▶ _Assigned task_
When a line of the entries contains the word "Шапагат", report that line.

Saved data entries
● ● ● ●

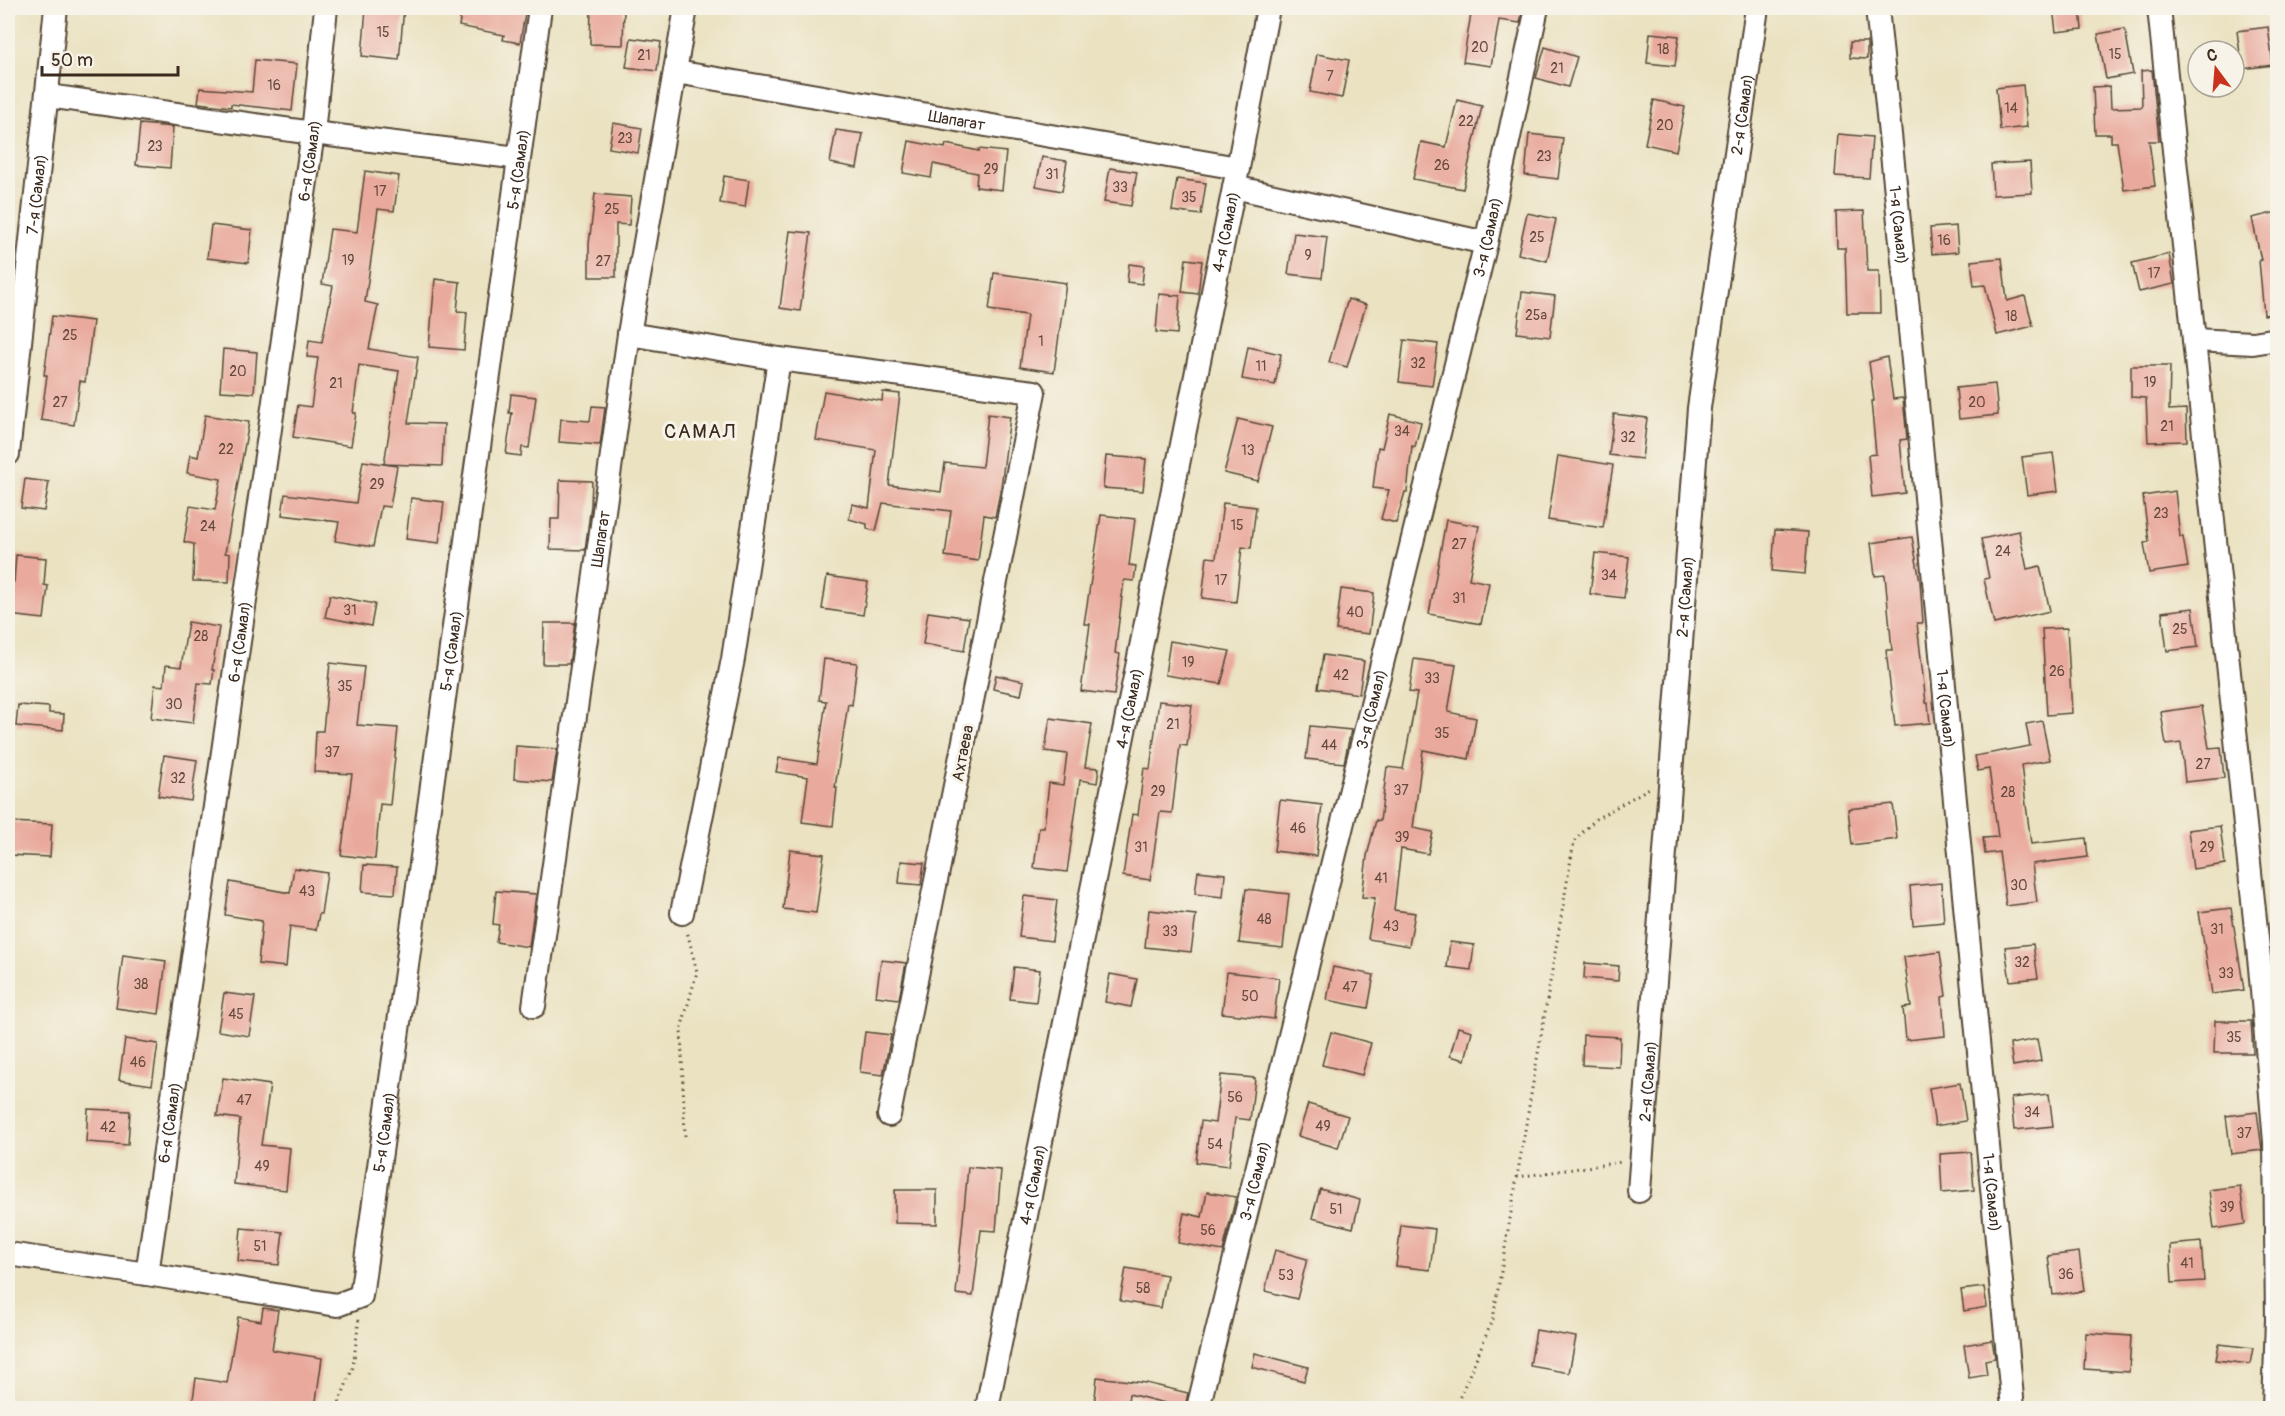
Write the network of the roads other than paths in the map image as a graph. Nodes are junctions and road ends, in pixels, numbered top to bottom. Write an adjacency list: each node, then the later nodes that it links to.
1 (56, 8): 11 (street, 7-я (Самал))
2 (326, 8): 12 (street, 6-я (Самал))
3 (540, 8): 13 (street, 5-я (Самал))
4 (686, 8): 10 (street, Шапагат)
5 (1268, 8): 14 (street, 4-я (Самал))
6 (1537, 8): 15 (street, 3-я (Самал))
7 (1757, 8): 25 (street, 2-я (Самал))
8 (1877, 8): 30 (street, 1-я (Самал))
9 (2159, 8): 18 (street)
10 (676, 72): 14 (street, Шапагат); 16 (street, Шапагат)
11 (48, 96): 12 (street); 20 (street, 7-я (Самал))
12 (313, 133): 13 (street); 27 (street, 6-я (Самал))
13 (519, 158): 27 (street, 5-я (Самал))
14 (1236, 178): 15 (street, Шапагат); 28 (street, 4-я (Самал))
15 (1486, 243): 29 (street, 3-я (Самал))
16 (629, 334): 19 (street); 23 (street, Шапагат)
17 (2277, 339): 18 (street)
18 (2194, 340): 22 (street)
19 (779, 359): 21 (street); 24 (street, Ахтаева)
20 (8, 454)
21 (682, 913)
22 (2269, 965): 31 (street)
23 (534, 1006)
24 (889, 1115)
25 (1639, 1191)
26 (8, 1254): 27 (street)
27 (147, 1274)
28 (987, 1408)
29 (1198, 1408)
30 (2013, 1408)
31 (2274, 1408)

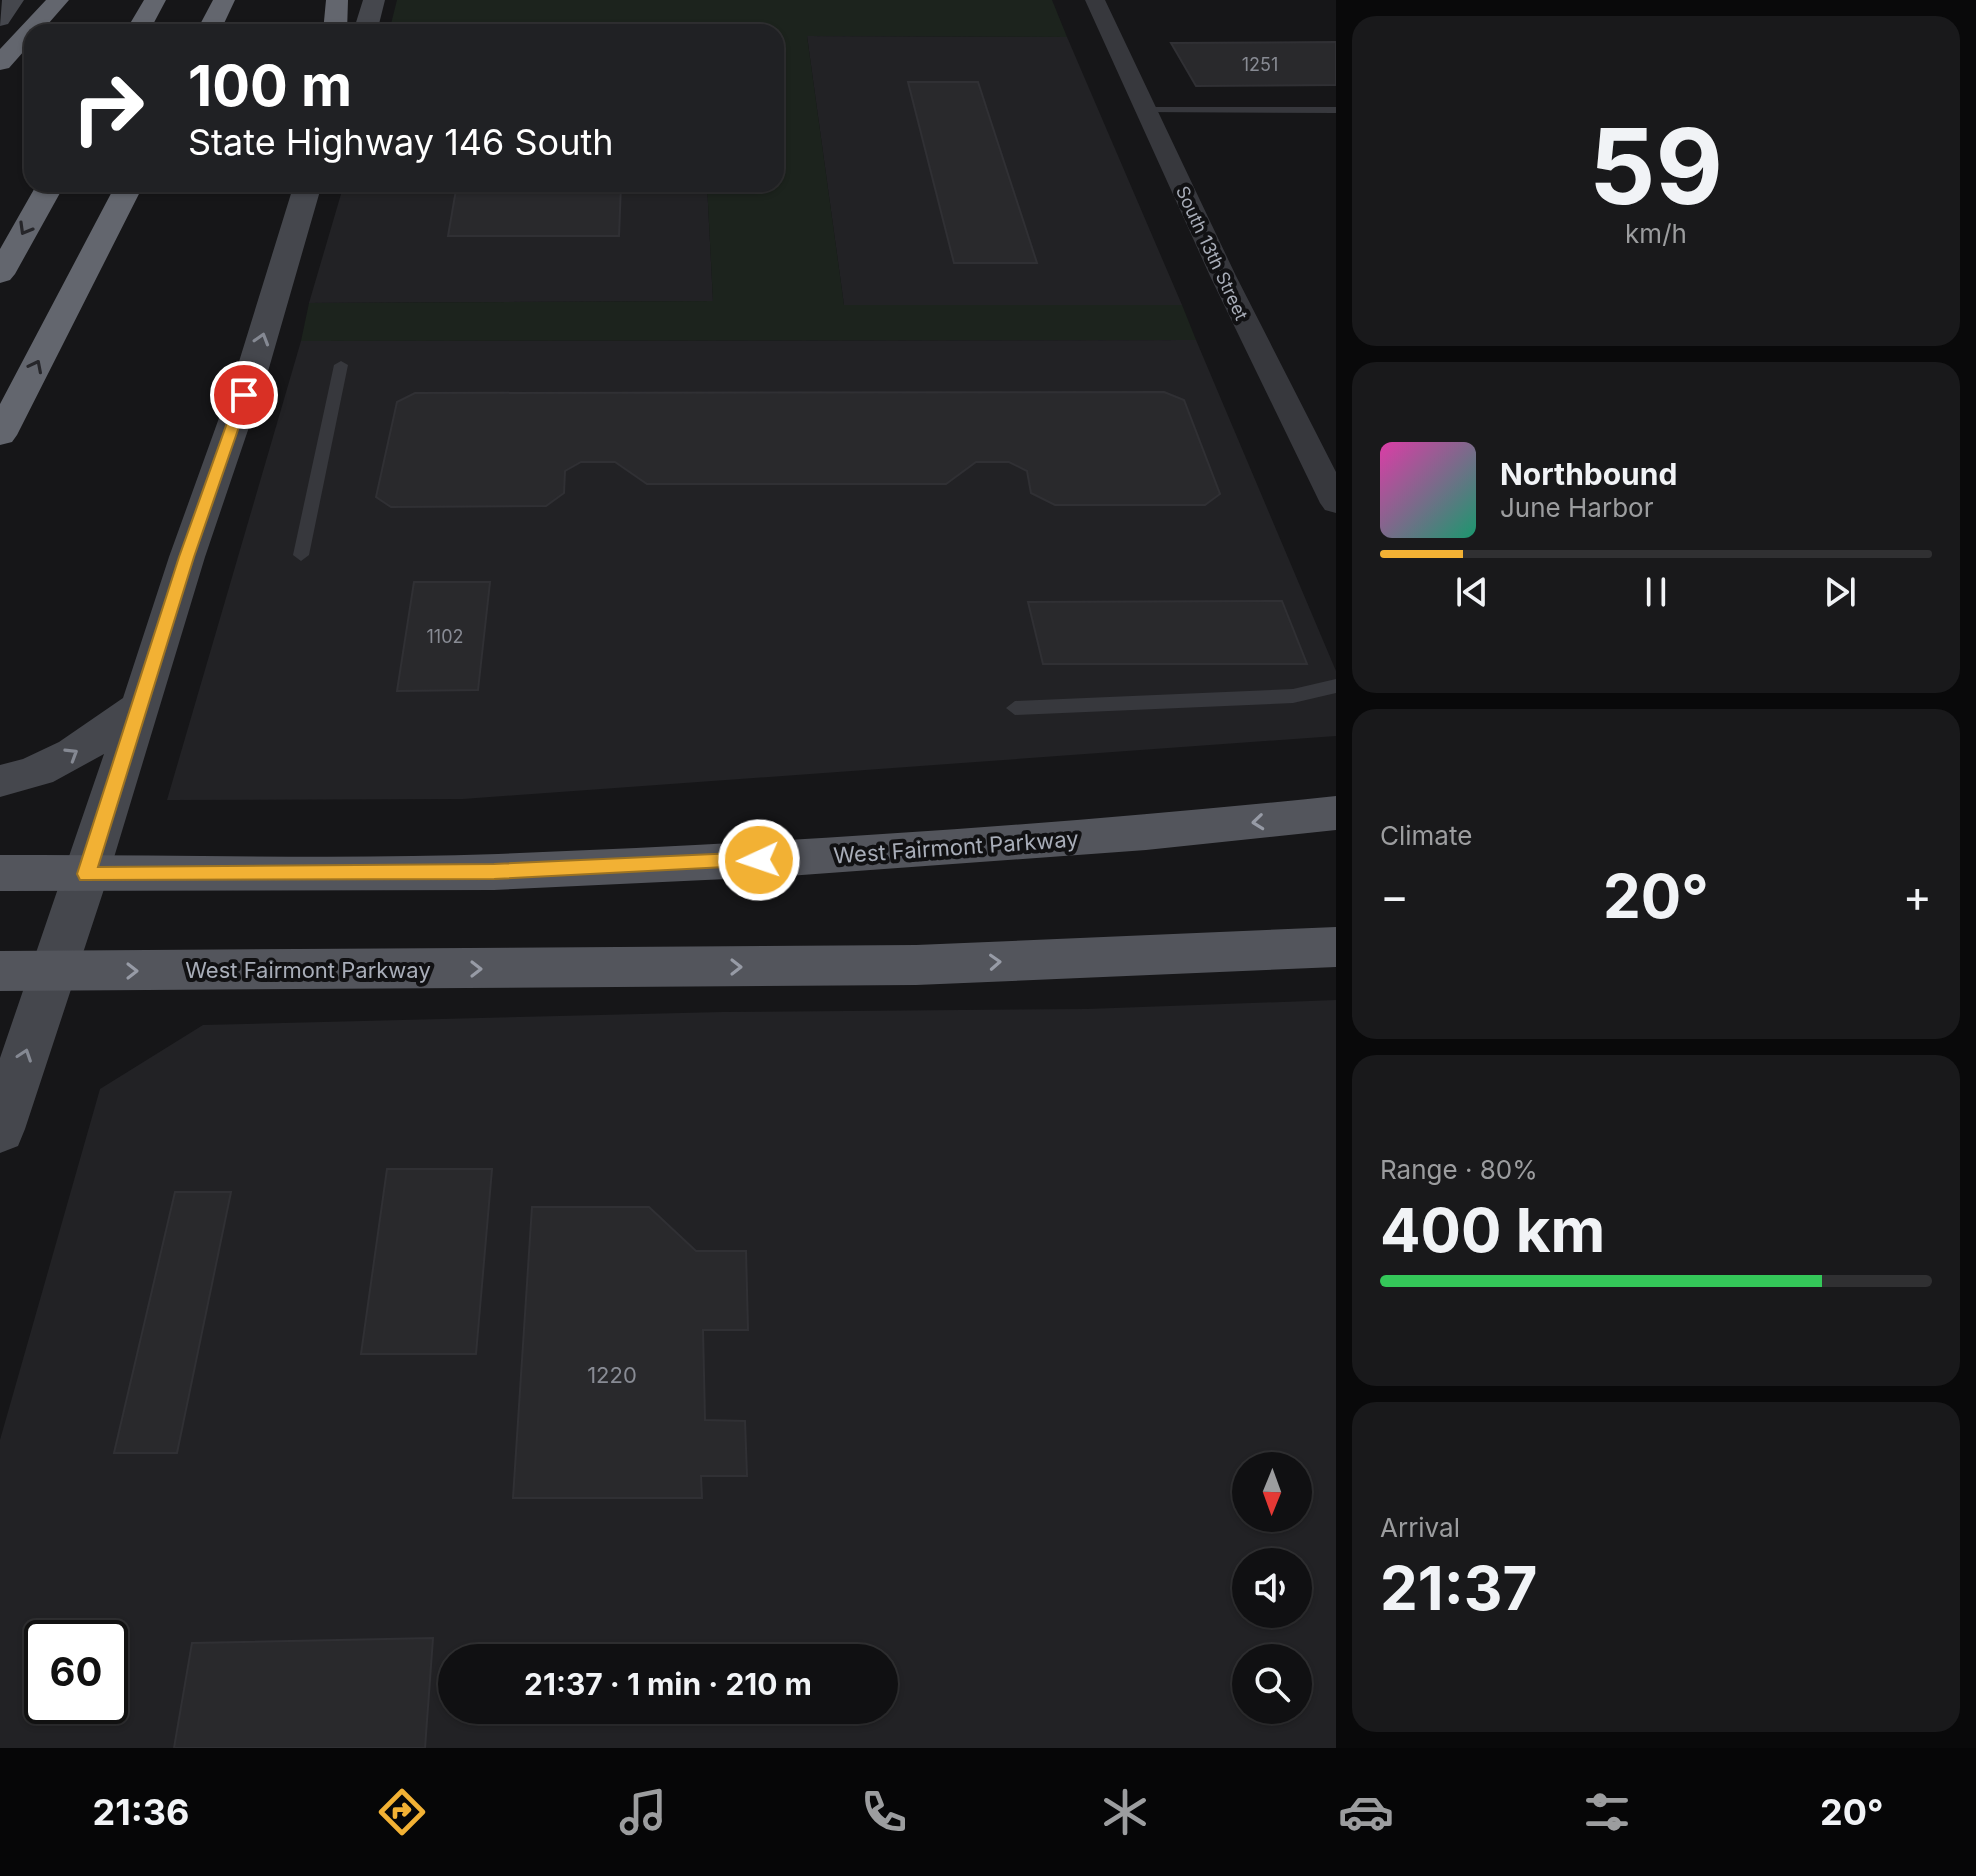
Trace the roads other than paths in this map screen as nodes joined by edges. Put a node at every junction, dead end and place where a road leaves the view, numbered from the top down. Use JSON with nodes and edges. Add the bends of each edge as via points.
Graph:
{"nodes":[{"id":1,"x":13,"y":0,"type":"edge"},
{"id":2,"x":58,"y":0,"type":"edge"},
{"id":3,"x":155,"y":0,"type":"edge"},
{"id":4,"x":224,"y":0,"type":"edge"},
{"id":5,"x":337,"y":0,"type":"edge"},
{"id":6,"x":374,"y":0,"type":"edge"},
{"id":7,"x":1095,"y":0,"type":"edge"},
{"id":8,"x":0,"y":19,"type":"edge"},
{"id":9,"x":36,"y":24,"type":"edge"},
{"id":10,"x":142,"y":24,"type":"edge"},
{"id":11,"x":212,"y":24,"type":"edge"},
{"id":12,"x":336,"y":24,"type":"edge"},
{"id":13,"x":367,"y":24,"type":"edge"},
{"id":14,"x":24,"y":37,"type":"edge"},
{"id":15,"x":0,"y":63,"type":"edge"},
{"id":16,"x":1145,"y":110,"type":"junction"},
{"id":17,"x":1336,"y":110,"type":"edge"},
{"id":18,"x":46,"y":192,"type":"edge"},
{"id":19,"x":126,"y":192,"type":"edge"},
{"id":20,"x":306,"y":192,"type":"edge"},
{"id":21,"x":0,"y":274,"type":"edge"},
{"id":22,"x":341,"y":365,"type":"dead end"},
{"id":23,"x":0,"y":435,"type":"edge"},
{"id":24,"x":1336,"y":503,"type":"edge"},
{"id":25,"x":301,"y":555,"type":"dead end"},
{"id":26,"x":1336,"y":686,"type":"edge"},
{"id":27,"x":138,"y":708,"type":"junction"},
{"id":28,"x":1015,"y":708,"type":"dead end"},
{"id":29,"x":0,"y":781,"type":"edge"},
{"id":30,"x":1336,"y":813,"type":"edge"},
{"id":31,"x":0,"y":873,"type":"edge"},
{"id":32,"x":87,"y":874,"type":"junction"},
{"id":33,"x":1336,"y":947,"type":"edge"},
{"id":34,"x":0,"y":971,"type":"edge"},
{"id":35,"x":54,"y":972,"type":"junction"},
{"id":36,"x":0,"y":1129,"type":"edge"}],
"edges":[{"from":1,"to":8,"type":"main road"},
{"from":2,"to":9,"type":"highway"},
{"from":3,"to":10,"type":"highway"},
{"from":4,"to":11,"type":"highway"},
{"from":5,"to":12,"type":"highway"},
{"from":6,"to":13,"type":"main road"},
{"from":7,"to":16,"type":"street","name":"South 13th Street"},
{"from":14,"to":15,"type":"highway"},
{"from":16,"to":17,"type":"lane"},
{"from":16,"to":24,"type":"street","name":"South 13th Street"},
{"from":18,"to":21,"type":"highway","one_way":true},
{"from":23,"to":19,"type":"highway","one_way":true},
{"from":27,"to":20,"type":"main road","one_way":true,"via":[[253,368]]},
{"from":22,"to":25,"type":"lane"},
{"from":26,"to":28,"type":"lane","via":[[1293,696]]},
{"from":29,"to":27,"type":"main road","one_way":true,"via":[[62,761]]},
{"from":27,"to":32,"type":"main road"},
{"from":30,"to":32,"type":"main road","name":"West Fairmont Parkway","one_way":true,"via":[[1146,833],[773,859],[494,872]]},
{"from":31,"to":32,"type":"main road","name":"West Fairmont Parkway"},
{"from":32,"to":35,"type":"main road"},
{"from":35,"to":33,"type":"main road","name":"West Fairmont Parkway","one_way":true,"via":[[916,965]]},
{"from":34,"to":35,"type":"main road","name":"West Fairmont Parkway"},
{"from":36,"to":35,"type":"main road","one_way":true}]}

● ● ● ●

▶ _Task result_
4 (686, 8): 10 (street, Шапагат)
10 (676, 72): 14 (street, Шапагат); 16 (street, Шапагат)
14 (1236, 178): 15 (street, Шапагат); 28 (street, 4-я (Самал))
16 (629, 334): 19 (street); 23 (street, Шапагат)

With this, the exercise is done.